Summary of the invention:
The objective of the invention is to develop a kind of artificial peripheral nerve for the treatment of peripheral nerve defection, this artificial neuron should be able to satisfy the requirement of neural transplantation donor, can substitute from the body Lateral Cutaneous Nerve Graft wholly or in part.
Technical scheme of the present invention is: add the competent cell or the factor when making the adsorbable artificial neurocele, prepare and contain the adsorbable artificial peripheral nerve that promotes the peripheral nerve regeneration material.
Described artificial neural canal is made by seaweeds, chitin analog derivative raw material, can use the chitin analog derivative that is certain deacetylation or is " amino ionizing ".
Described promotion peripheral nerve regeneration material comprises the competent cell or the factor of the conventional promotion peripheral nerve regeneration that uses of those skilled in the art, also comprises having the active Chinese medicine extraction material of the peripheral nerve regeneration of promotion etc.

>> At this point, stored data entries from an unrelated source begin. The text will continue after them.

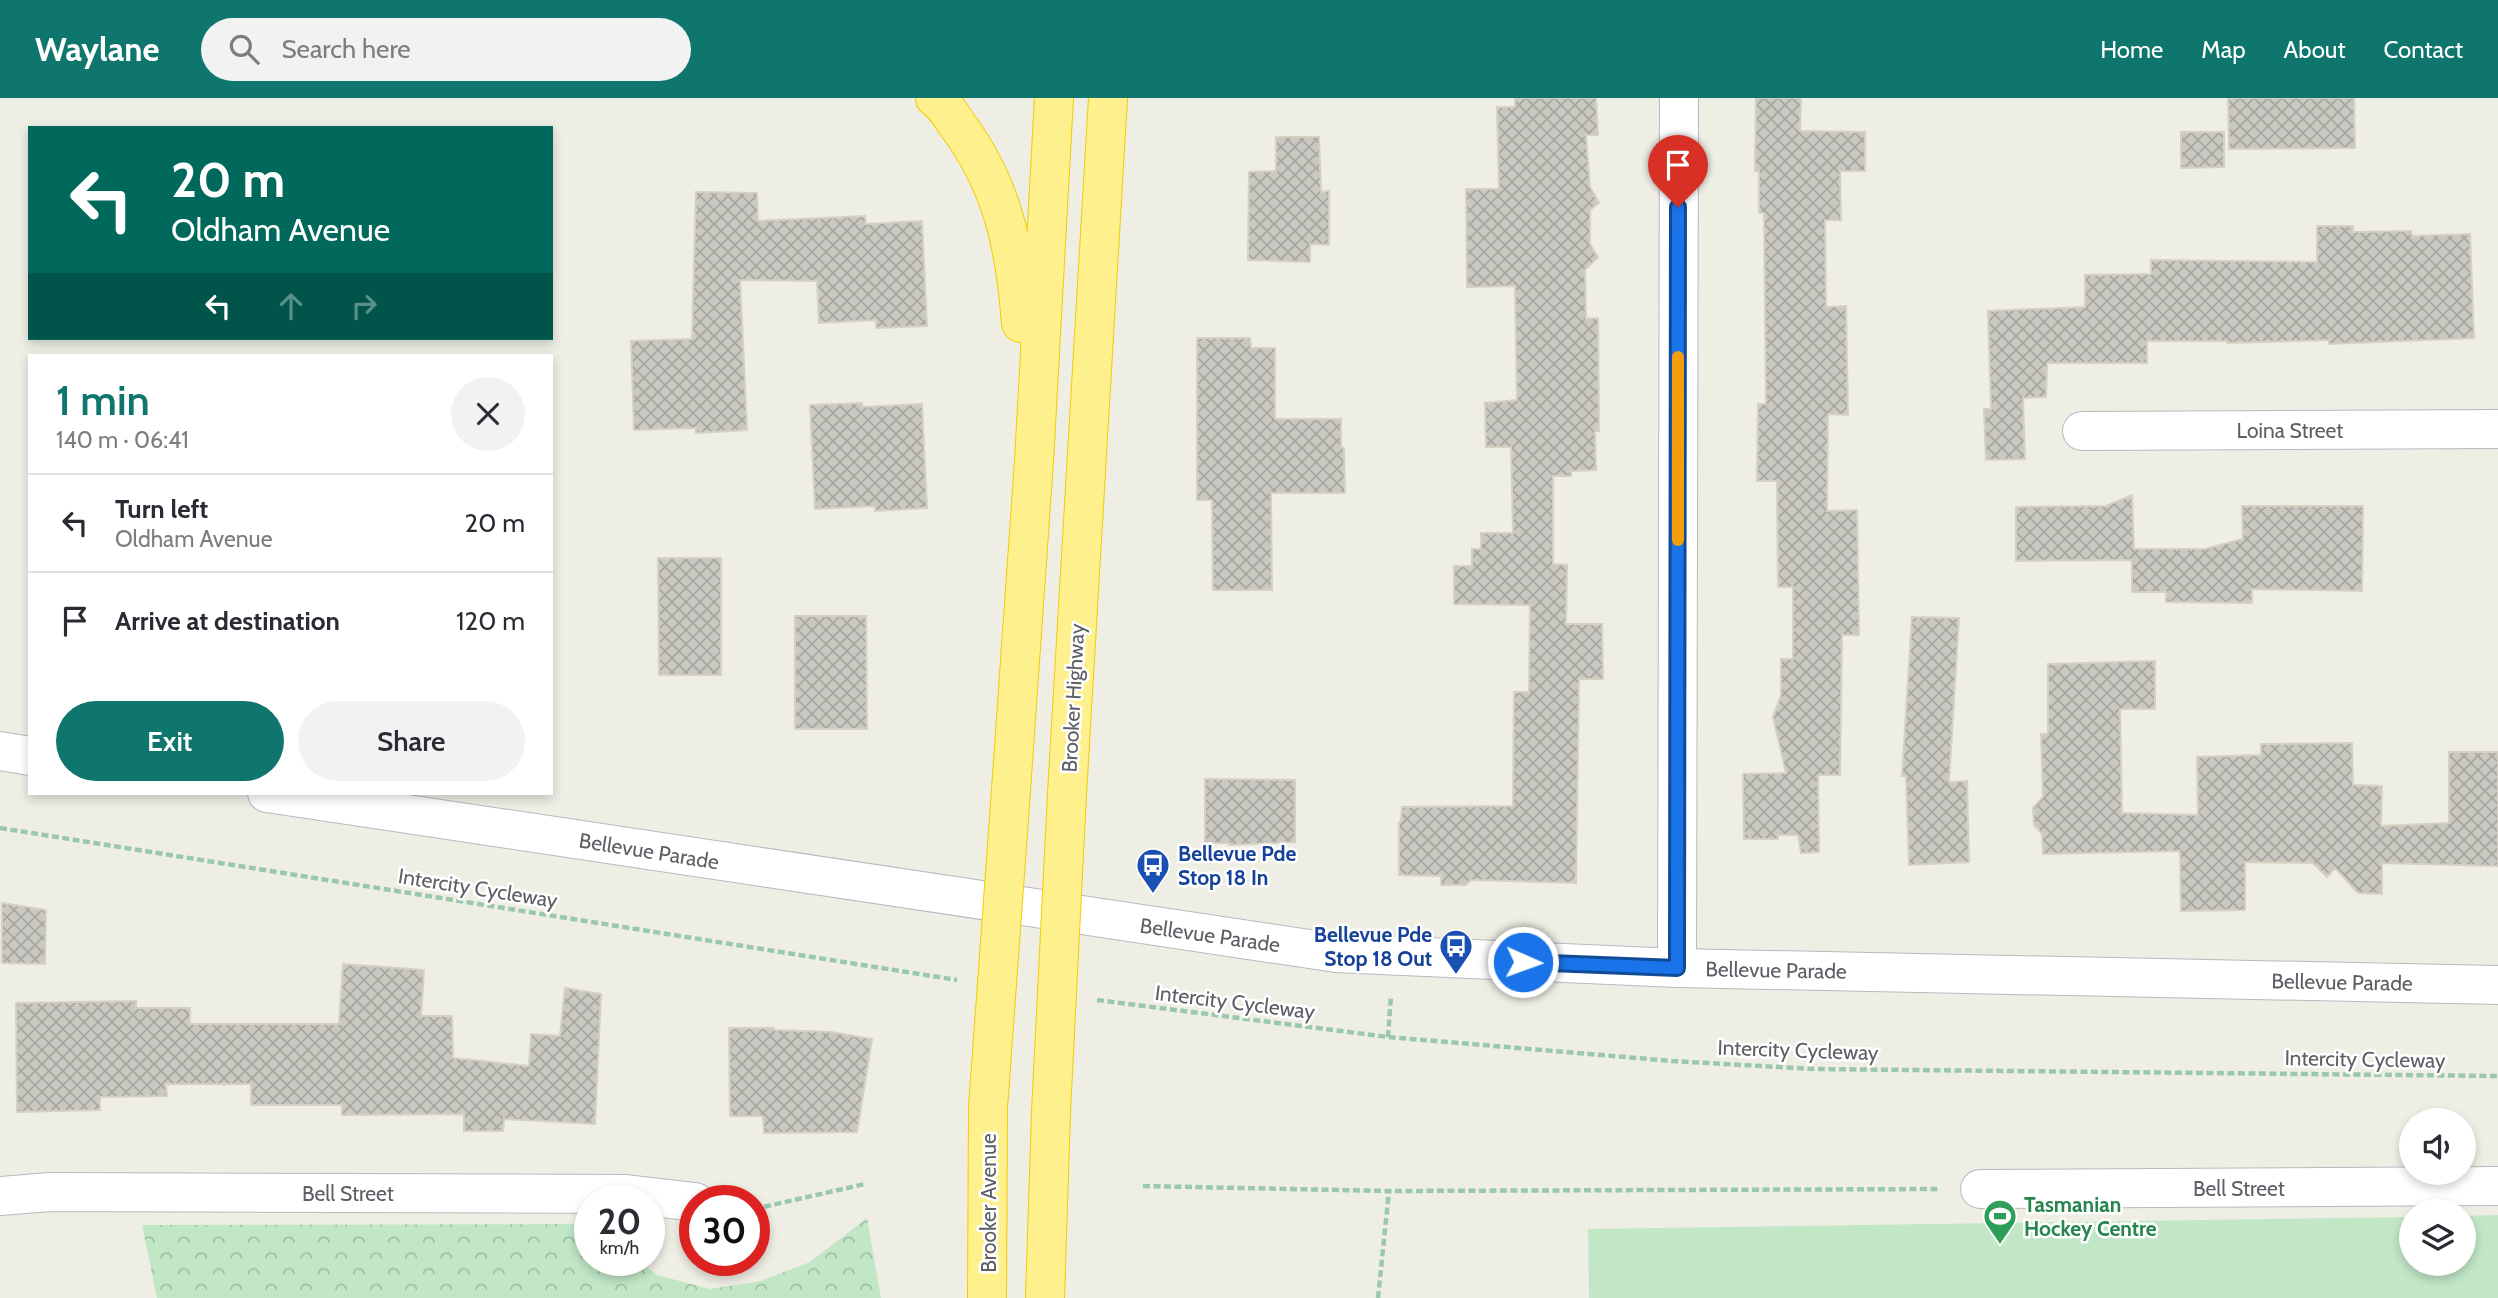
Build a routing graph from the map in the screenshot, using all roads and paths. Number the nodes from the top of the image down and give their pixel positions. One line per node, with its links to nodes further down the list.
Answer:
1 (935, 98): 7 (highway)
2 (1054, 98): 7 (highway)
3 (1108, 98): 26 (highway, Brooker Highway, bridge)
4 (1679, 98): 12 (street)
5 (2498, 429): 6 (street, Loina Street)
6 (2082, 431)
7 (1034, 461): 25 (highway, Brooker Avenue, bridge)
8 (0, 751): 9 (street)
9 (28, 756)
10 (280, 795): 12 (street, Bellevue Parade)
11 (0, 828): 13 (path, Intercity Cycleway)
12 (1677, 968): 14 (street, Bellevue Parade)
13 (950, 979)
14 (2498, 985)
15 (1101, 1000): 16 (path, Intercity Cycleway)
16 (2498, 1076)
17 (865, 1184): 24 (path)
18 (1143, 1186): 21 (path)
19 (2498, 1186): 20 (street, Bell Street)
20 (1980, 1189): 21 (path)
21 (1390, 1191): 27 (path)
22 (0, 1196): 23 (street, Bell Street)
23 (679, 1200)
24 (770, 1205)
25 (987, 1298)
26 (1045, 1298)
27 (1378, 1298)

The above-mentioned competent cell or the factor are preferably used nerve growth factor (NGF), marrow stromal cell, basic fibroblast growth factor (bFGF) etc.;
Above-mentioned Chinese medicine comprises one or more in Radix Hedysari, Herba Epimedii, Pheretima, Radix Angelicae Sinensis, Rhizoma Chuanxiong, Flos Carthami, Semen Persicae, the Radix Paeoniae Rubra; In preferred use Radix Hedysari, Herba Epimedii, Pheretima, the Radix Angelicae Sinensis one or more; Extract with the Radix Hedysari single medicinal material also has satisfied effect.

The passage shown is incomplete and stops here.